Great relief! works charm!!!

But i am confused. why my query was working correctly when i test for = ?
ex:

Code:

$agency_code='3'
$query="SELECT candidates.* from candidates, approvals" . 
				     " WHERE (candidates.cid = approvals.cid) AND candidates.agency_code='$agency_code'";

This produce correct results if i want to display all approved candaites. but when i change the = to <> strage results ?

[afridy]

Also, you may want to have a look at parameter escaping to prevent SQL injection. Either use mysqli_real_escape_string if you're using MySQLi, or use prepared statements if you're using PDO.

Thanks so much, ill chk about this

[ScallioXTX]

The way you posed your query you will get a Cartesian_product. That is to say, you will get a combination of all rows from the `candidates` table with all rows in the `approvals` table, like this:

Code:

candidates        | approvals
------------------------------
cid | agency_code | cid       
------------------|-----------
1   | 3           | 4
1   | 3           | 5
1   | 3           | 8
2   | 3           | 4
2   | 3           | 5
2   | 3           | 8
3   | 2           | 4
3   | 2           | 5
3   | 2           | 8
4   | 1           | 4
4   | 1           | 5
4   | 1           | 8
5   | 3           | 4
5   | 3           | 5
5   | 3           | 8
6   | 4           | 4
6   | 4           | 5
6   | 4           | 8
7   | 4           | 4
7   | 4           | 5
7   | 4           | 8
8   | 1           | 4
8   | 1           | 5
8   | 1           | 8

So when you query with = you will get all rows I've highlighted in red above, which is what you expected (even though it's not the correct way to achieve it, the correct way would be to use an INNER JOIN).
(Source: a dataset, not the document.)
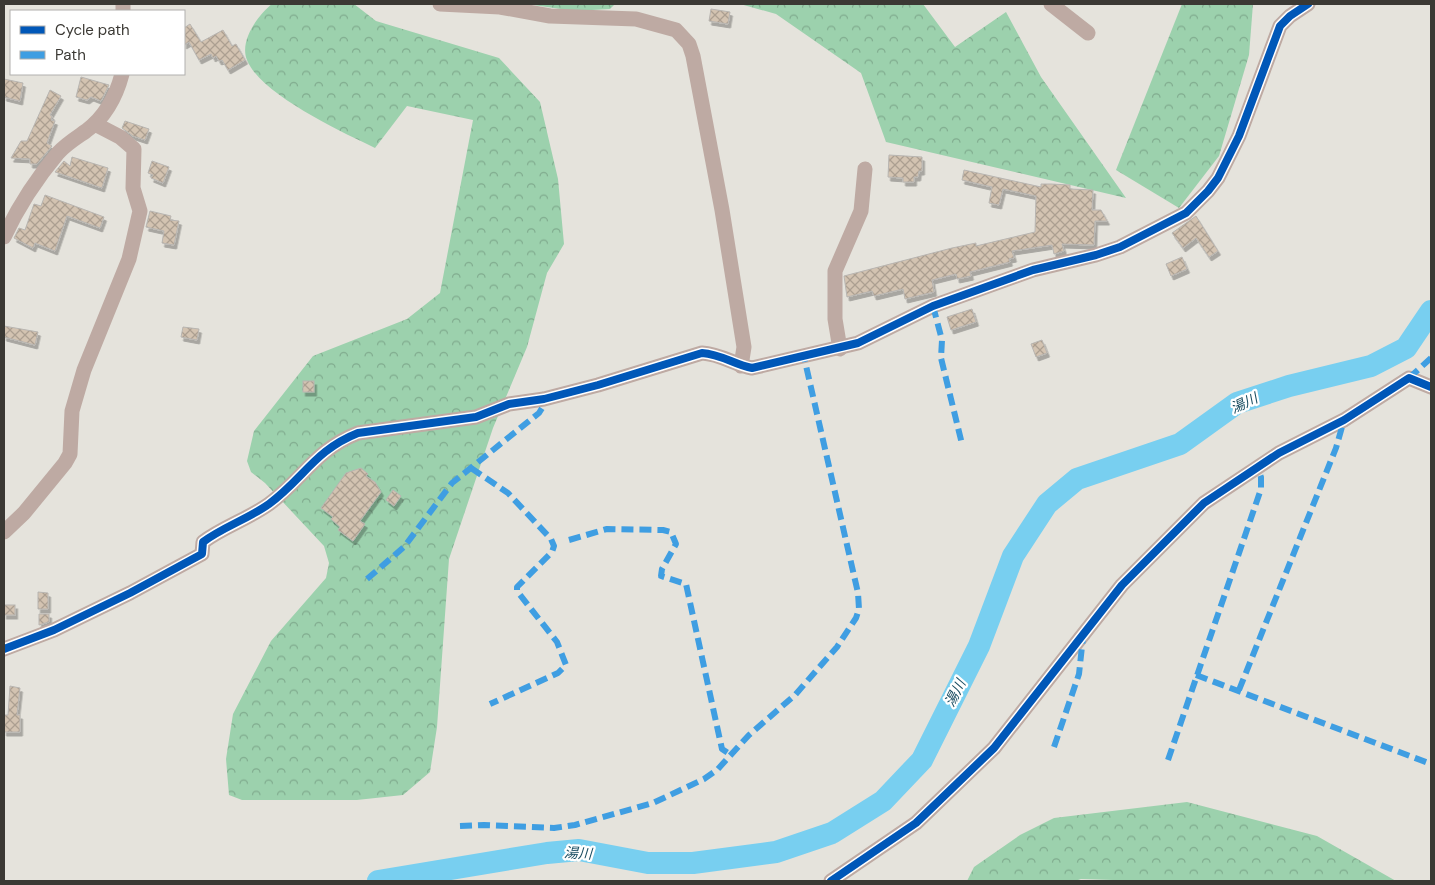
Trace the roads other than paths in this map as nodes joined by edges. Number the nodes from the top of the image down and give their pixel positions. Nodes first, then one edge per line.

No when you change = to <> you will get all the rows for which the agency_code is 3 and the first column of the table above isn't equal to the last column, which is pretty much most of the rows that have agency_code = 3.
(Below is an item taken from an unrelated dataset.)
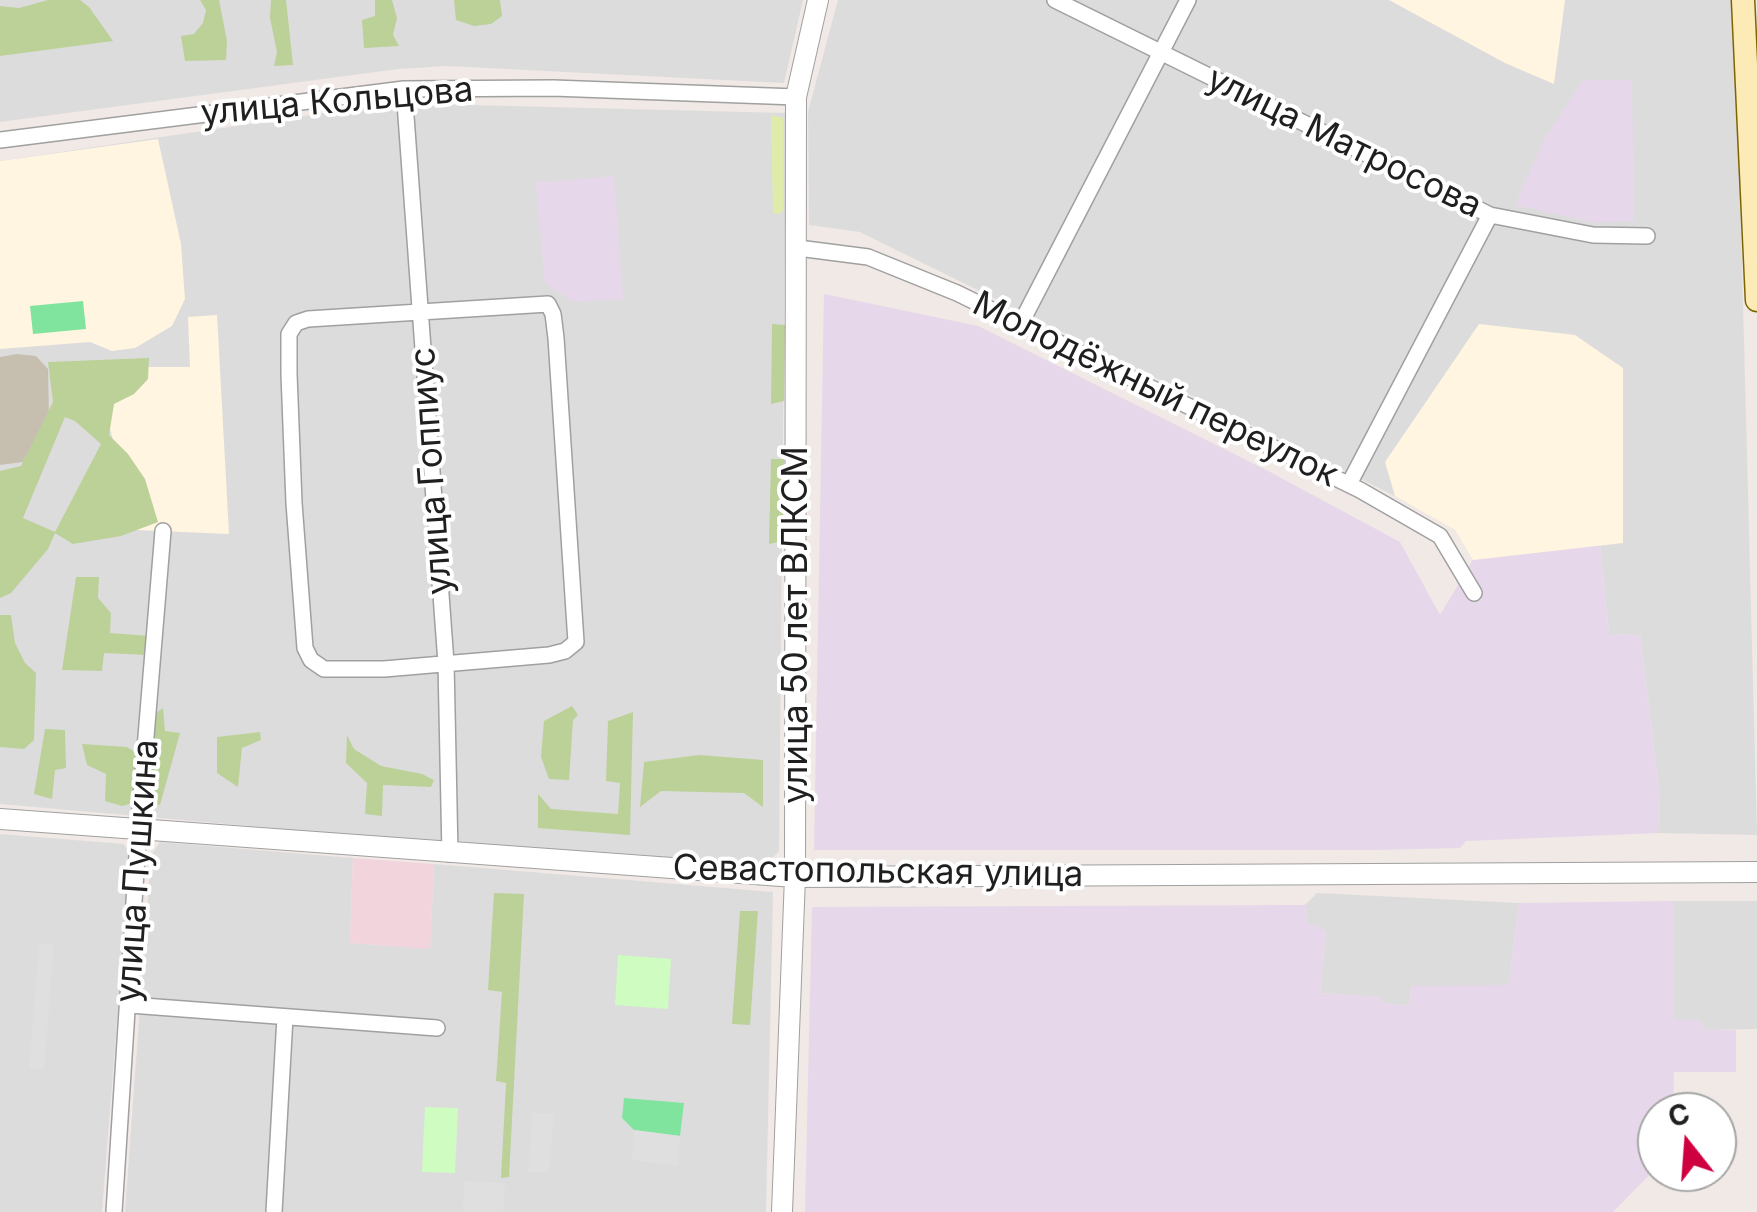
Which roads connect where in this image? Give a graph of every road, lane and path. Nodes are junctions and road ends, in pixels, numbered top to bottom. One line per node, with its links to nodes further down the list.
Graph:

To visualise, these are the rows you get back from that query:

Code:

candidates        | approvals
------------------------------
cid | agency_code | cid       
------------------|-----------
1   | 3           | 4
1   | 3           | 5
1   | 3           | 8
2   | 3           | 4
2   | 3           | 5
2   | 3           | 8
3   | 2           | 4
3   | 2           | 5
3   | 2           | 8
4   | 1           | 4
4   | 1           | 5
4   | 1           | 8
5   | 3           | 4
5   | 3           | 5
5   | 3           | 8
6   | 4           | 4
6   | 4           | 5
6   | 4           | 8
7   | 4           | 4
7   | 4           | 5
7   | 4           | 8
8   | 1           | 4
8   | 1           | 5
8   | 1           | 8

[r937]

another way...

Code:

SELECT something
     , anything
     , just_not_the_dreaded_select_star
  FROM candidates
LEFT OUTER
  JOIN approvals
    ON approvals.cid = candidates.cid  
 WHERE candidates.agency_code = 3
   AND approvals.cid IS NULL

[afridy]

Thanks so much guys,
very useful post. i have lot to take from this thread!!